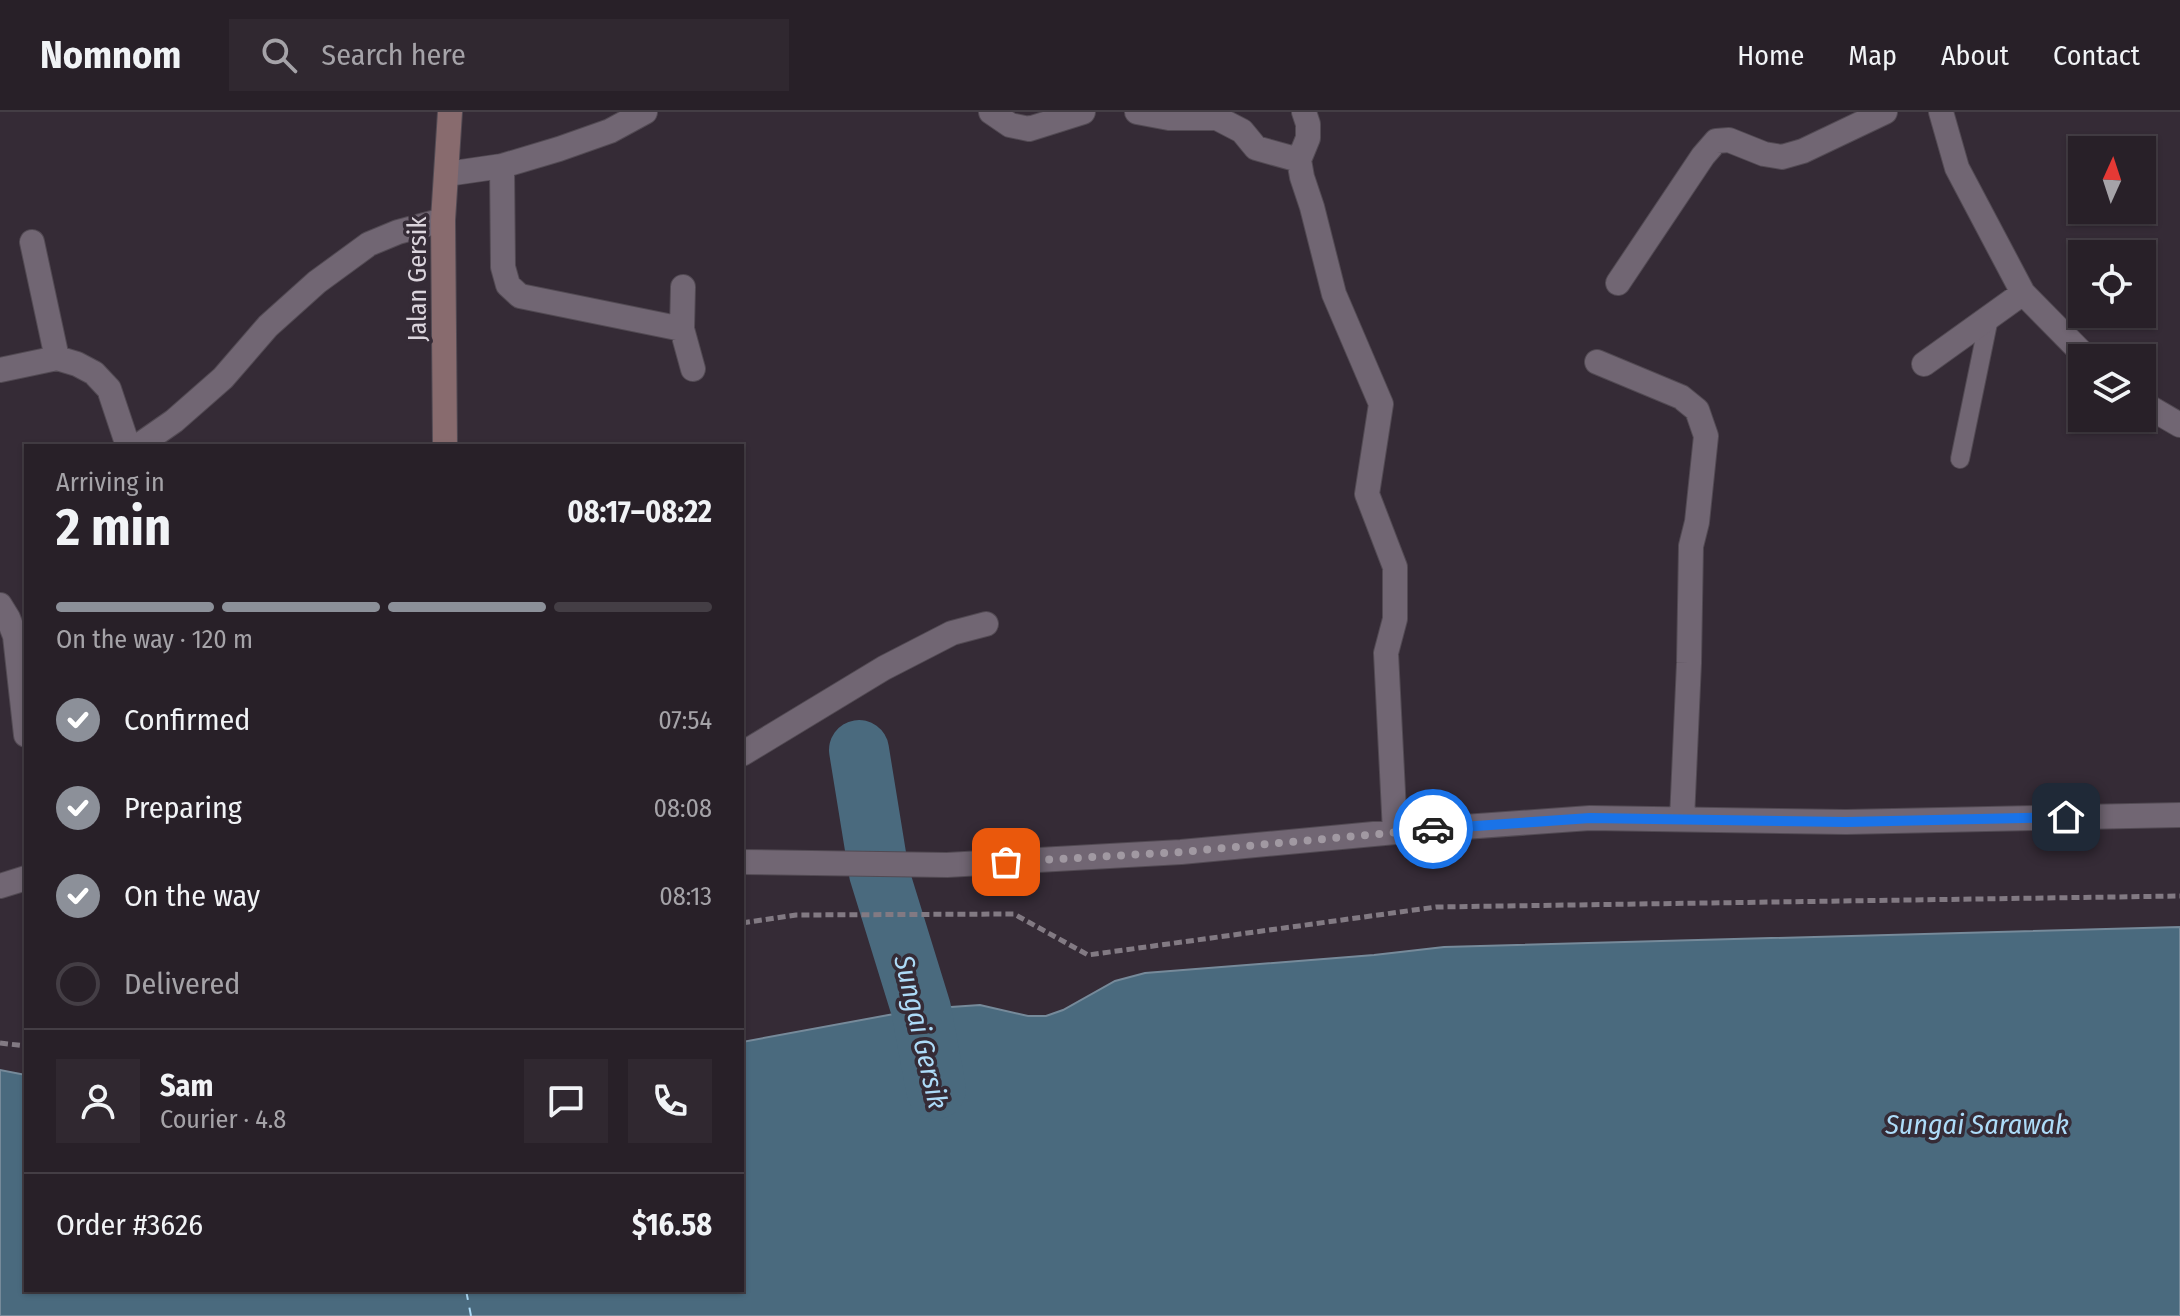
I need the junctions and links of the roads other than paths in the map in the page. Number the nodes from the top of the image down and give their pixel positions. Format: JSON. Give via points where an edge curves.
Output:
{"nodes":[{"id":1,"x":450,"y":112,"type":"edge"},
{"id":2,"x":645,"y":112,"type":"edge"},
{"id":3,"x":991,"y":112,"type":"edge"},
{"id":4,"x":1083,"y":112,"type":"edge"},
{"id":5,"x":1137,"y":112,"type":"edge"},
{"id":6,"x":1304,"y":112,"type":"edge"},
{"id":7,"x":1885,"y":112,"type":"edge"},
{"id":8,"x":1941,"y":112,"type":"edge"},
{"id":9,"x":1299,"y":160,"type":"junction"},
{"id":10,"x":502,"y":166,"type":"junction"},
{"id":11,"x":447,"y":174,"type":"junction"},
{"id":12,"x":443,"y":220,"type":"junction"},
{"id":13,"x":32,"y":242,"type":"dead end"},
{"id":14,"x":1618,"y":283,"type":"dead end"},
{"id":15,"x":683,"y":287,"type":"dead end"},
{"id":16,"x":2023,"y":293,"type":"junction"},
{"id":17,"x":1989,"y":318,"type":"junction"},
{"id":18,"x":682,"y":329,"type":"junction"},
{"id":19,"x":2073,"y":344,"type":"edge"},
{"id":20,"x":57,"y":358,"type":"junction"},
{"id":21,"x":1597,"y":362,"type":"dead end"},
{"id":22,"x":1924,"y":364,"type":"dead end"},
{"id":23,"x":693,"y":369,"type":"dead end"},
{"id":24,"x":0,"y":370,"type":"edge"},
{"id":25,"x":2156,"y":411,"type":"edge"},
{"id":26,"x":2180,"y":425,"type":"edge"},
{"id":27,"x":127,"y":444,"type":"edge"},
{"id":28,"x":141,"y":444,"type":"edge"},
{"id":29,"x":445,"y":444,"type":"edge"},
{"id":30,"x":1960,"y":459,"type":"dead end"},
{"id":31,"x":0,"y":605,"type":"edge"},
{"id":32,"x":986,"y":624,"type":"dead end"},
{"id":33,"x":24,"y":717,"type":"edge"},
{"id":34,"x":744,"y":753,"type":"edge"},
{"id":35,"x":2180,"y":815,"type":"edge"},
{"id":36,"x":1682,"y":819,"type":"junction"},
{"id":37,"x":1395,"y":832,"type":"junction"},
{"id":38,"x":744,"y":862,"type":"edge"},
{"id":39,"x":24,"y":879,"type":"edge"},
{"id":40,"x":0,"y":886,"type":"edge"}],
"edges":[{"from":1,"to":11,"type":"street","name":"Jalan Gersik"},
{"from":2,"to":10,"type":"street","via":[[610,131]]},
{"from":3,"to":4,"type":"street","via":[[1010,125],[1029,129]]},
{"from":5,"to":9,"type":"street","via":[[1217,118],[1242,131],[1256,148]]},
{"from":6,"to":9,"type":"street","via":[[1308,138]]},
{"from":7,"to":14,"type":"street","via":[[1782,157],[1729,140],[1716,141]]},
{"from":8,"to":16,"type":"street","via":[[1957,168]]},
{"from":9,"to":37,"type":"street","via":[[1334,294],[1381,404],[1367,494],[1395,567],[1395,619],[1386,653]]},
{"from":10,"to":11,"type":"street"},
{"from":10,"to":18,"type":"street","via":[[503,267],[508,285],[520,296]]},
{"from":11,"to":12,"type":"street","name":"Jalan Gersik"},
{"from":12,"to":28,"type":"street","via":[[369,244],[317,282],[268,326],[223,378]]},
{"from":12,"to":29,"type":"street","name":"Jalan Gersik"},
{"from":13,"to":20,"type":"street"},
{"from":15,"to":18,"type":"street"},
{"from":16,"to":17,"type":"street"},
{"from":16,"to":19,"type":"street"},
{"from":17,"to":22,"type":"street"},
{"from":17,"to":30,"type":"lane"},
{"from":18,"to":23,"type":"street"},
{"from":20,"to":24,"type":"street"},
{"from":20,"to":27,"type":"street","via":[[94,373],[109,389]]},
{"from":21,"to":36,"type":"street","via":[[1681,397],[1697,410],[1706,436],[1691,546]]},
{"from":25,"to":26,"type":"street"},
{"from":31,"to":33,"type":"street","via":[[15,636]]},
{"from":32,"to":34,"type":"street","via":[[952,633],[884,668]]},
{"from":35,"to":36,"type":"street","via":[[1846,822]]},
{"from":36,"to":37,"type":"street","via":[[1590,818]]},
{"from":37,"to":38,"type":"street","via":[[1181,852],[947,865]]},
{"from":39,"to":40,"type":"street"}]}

══════════

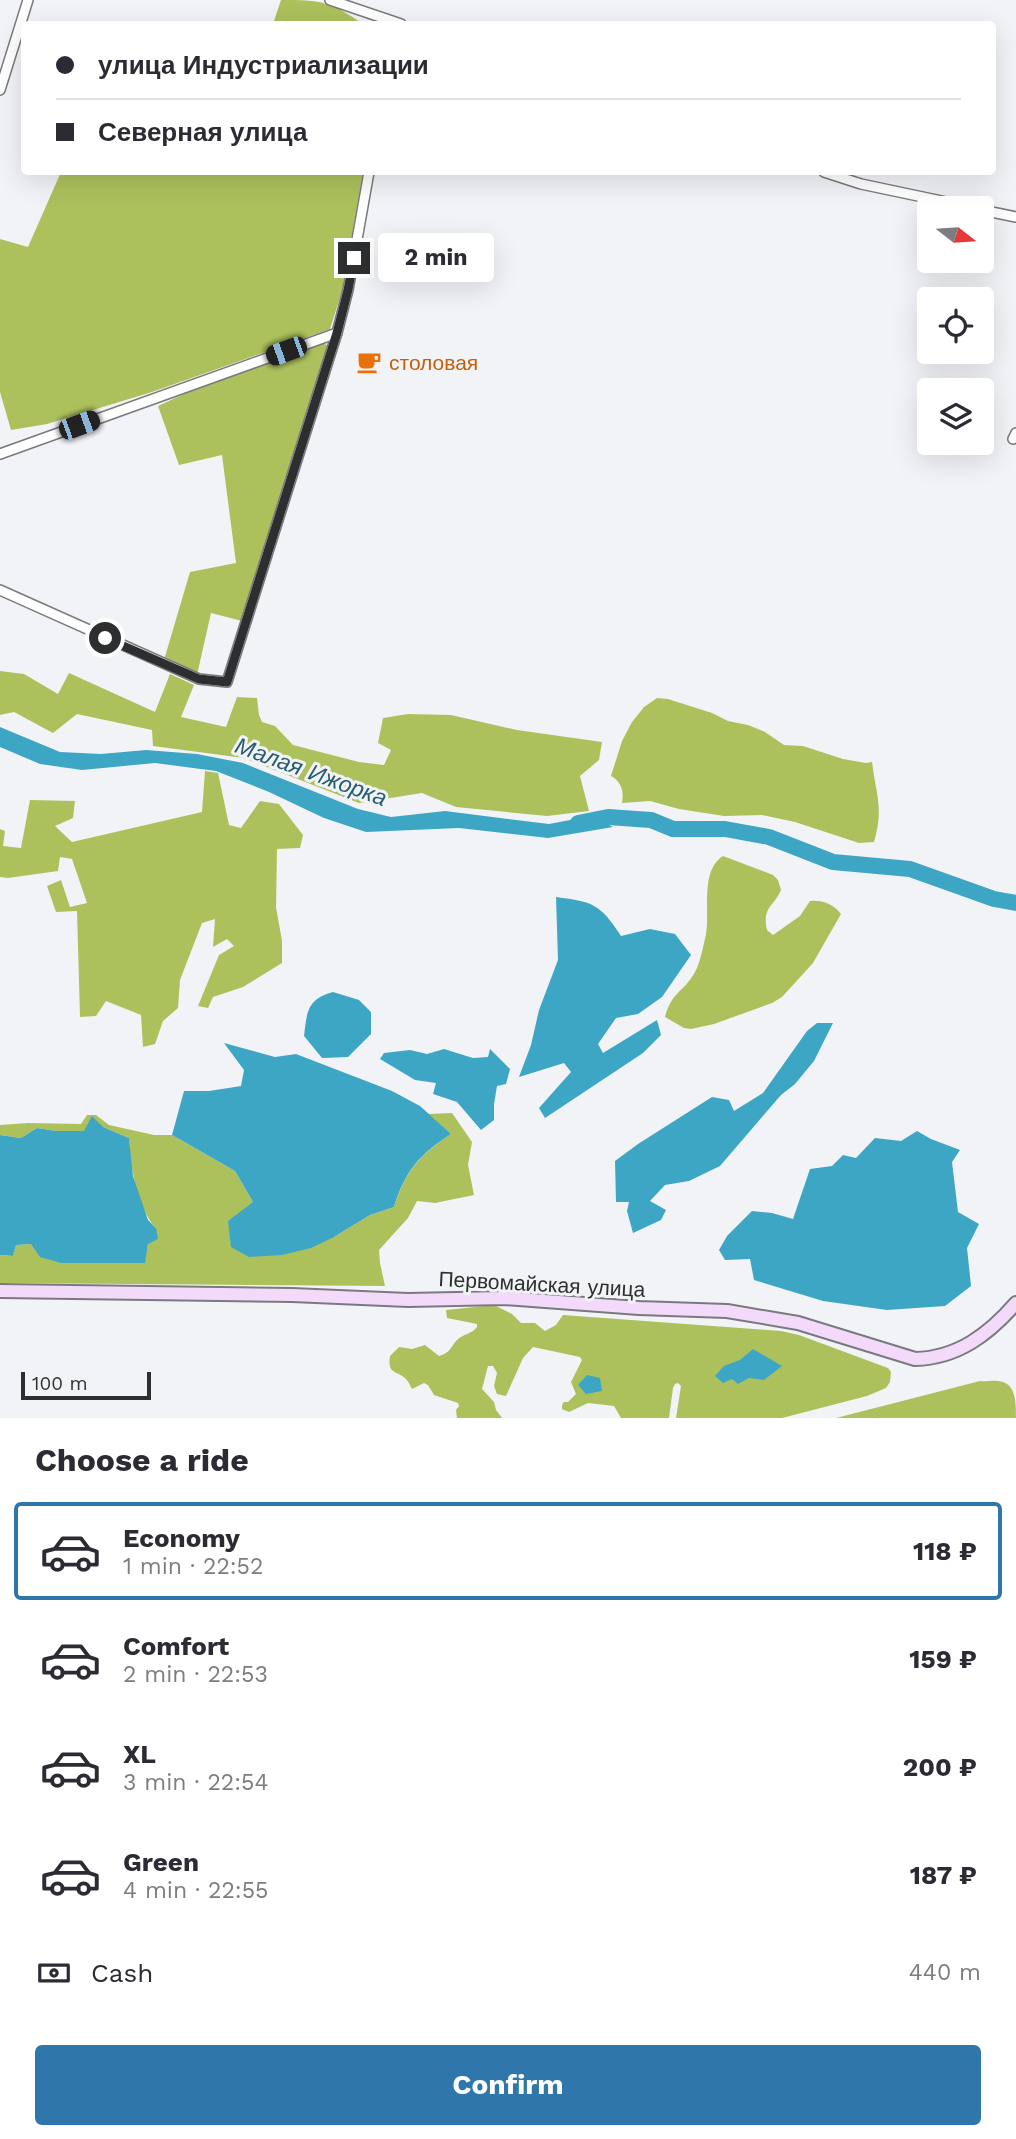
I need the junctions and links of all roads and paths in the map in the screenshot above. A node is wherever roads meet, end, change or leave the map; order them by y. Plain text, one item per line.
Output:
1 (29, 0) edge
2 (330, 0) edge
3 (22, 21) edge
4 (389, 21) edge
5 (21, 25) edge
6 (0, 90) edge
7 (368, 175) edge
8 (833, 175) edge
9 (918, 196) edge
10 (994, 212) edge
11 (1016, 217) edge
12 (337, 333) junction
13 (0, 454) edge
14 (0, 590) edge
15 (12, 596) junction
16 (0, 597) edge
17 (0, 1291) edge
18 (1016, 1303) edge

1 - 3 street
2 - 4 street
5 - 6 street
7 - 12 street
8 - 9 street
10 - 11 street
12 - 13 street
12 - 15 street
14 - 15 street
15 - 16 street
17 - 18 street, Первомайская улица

══════════

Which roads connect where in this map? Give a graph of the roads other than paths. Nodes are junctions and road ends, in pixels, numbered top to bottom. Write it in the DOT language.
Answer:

══════════

AIM OF THE TASK.
Among the lines of the listing above, which ones contain the word "Give"? Show them.

TASK OUTPUT.
I need the junctions and links of the roads other than paths in the map in the page. Number the nodes from the top of the image down and give their pixel positions. Format: JSON. Give via points where an edge curves.
Which roads connect where in this map? Give a graph of the roads other than paths. Nodes are junctions and road ends, in pixels, numbered top to bottom. Write it in the DOT language.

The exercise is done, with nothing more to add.